STOCK MARKET DISAPPOINTMENT
Debate has shifted to a potential recession as the FOMC upped rate hikes to 75 basis points at the last two meetings. Officials say they could tighten another 75 at the next meeting, one of the steepest tightening campaigns in decades.
But slowing inflation from around 9% now may lift record low unemployment and bring questions about meeting the Fed's maximum employment goal. The job market could also be weaker than officials expect based on what could be misleading vacancies data, ex-Bank of England MPC member David Blanchflower has told MNI. (See MNI INTERVIEW:US Jobless Rate Masks Slack – Blanchflower)
"We are going through a very complex scenario, where there is much more scope for disagreements than we are used to," Caballero said. "One lesson from our papers is that by becoming very data-dependent, the Fed implicitly tells the market that if they make a mistake, it won't last for very long. This stabilizes the impact of potential mistakes."
Bond investors are still pricing in tame longer-term views of inflation, with 10-year Treasuries yielding 2.79% Wednesday morning. Economists at ING argued Tuesday the Fed will find it hard to keep hiking its fed funds target rate, now at 2.25%-2.5%, and "there is no modern example" of continually taking it higher than the 10-year bond yield.
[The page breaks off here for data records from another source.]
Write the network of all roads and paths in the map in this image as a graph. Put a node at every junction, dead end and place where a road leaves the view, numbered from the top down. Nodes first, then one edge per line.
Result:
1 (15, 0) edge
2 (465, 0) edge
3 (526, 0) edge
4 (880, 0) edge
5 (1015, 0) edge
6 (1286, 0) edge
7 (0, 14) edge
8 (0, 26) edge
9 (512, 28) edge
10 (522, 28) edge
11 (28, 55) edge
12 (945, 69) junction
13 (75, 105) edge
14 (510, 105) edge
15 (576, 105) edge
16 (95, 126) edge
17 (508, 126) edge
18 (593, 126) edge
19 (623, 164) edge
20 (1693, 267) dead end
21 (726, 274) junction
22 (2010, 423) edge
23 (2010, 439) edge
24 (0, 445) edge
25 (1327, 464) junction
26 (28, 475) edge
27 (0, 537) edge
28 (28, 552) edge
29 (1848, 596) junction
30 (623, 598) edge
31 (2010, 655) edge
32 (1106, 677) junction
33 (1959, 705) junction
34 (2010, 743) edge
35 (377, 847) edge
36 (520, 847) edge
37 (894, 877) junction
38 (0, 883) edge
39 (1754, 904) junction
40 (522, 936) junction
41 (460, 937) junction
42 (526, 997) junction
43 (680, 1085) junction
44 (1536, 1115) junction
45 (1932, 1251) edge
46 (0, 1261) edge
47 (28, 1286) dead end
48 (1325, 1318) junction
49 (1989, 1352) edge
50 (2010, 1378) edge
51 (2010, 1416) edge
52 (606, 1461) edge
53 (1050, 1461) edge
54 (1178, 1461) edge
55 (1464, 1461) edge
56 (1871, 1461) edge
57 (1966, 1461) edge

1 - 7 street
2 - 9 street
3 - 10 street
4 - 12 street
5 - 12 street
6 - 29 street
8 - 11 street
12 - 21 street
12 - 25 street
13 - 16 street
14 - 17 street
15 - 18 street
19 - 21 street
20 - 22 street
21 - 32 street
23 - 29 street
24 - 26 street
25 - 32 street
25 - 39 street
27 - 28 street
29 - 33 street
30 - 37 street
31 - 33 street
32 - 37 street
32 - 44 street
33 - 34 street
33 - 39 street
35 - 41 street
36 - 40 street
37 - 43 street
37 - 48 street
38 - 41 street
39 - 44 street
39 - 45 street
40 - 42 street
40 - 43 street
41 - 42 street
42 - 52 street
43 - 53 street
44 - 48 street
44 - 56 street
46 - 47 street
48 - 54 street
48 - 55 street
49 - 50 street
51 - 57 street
Stock investors may also be in for an unpleasant surprise, Caballero suggested. "The equity market seems to be taking the news from the bond market as good news, without pausing to think about what the Fed may have to do to the economy," he said. "Unless we get lucky with commodity prices and supply chain bottlenecks, which may well happen, inflation may be a lot harder to tame than the equity market is assuming."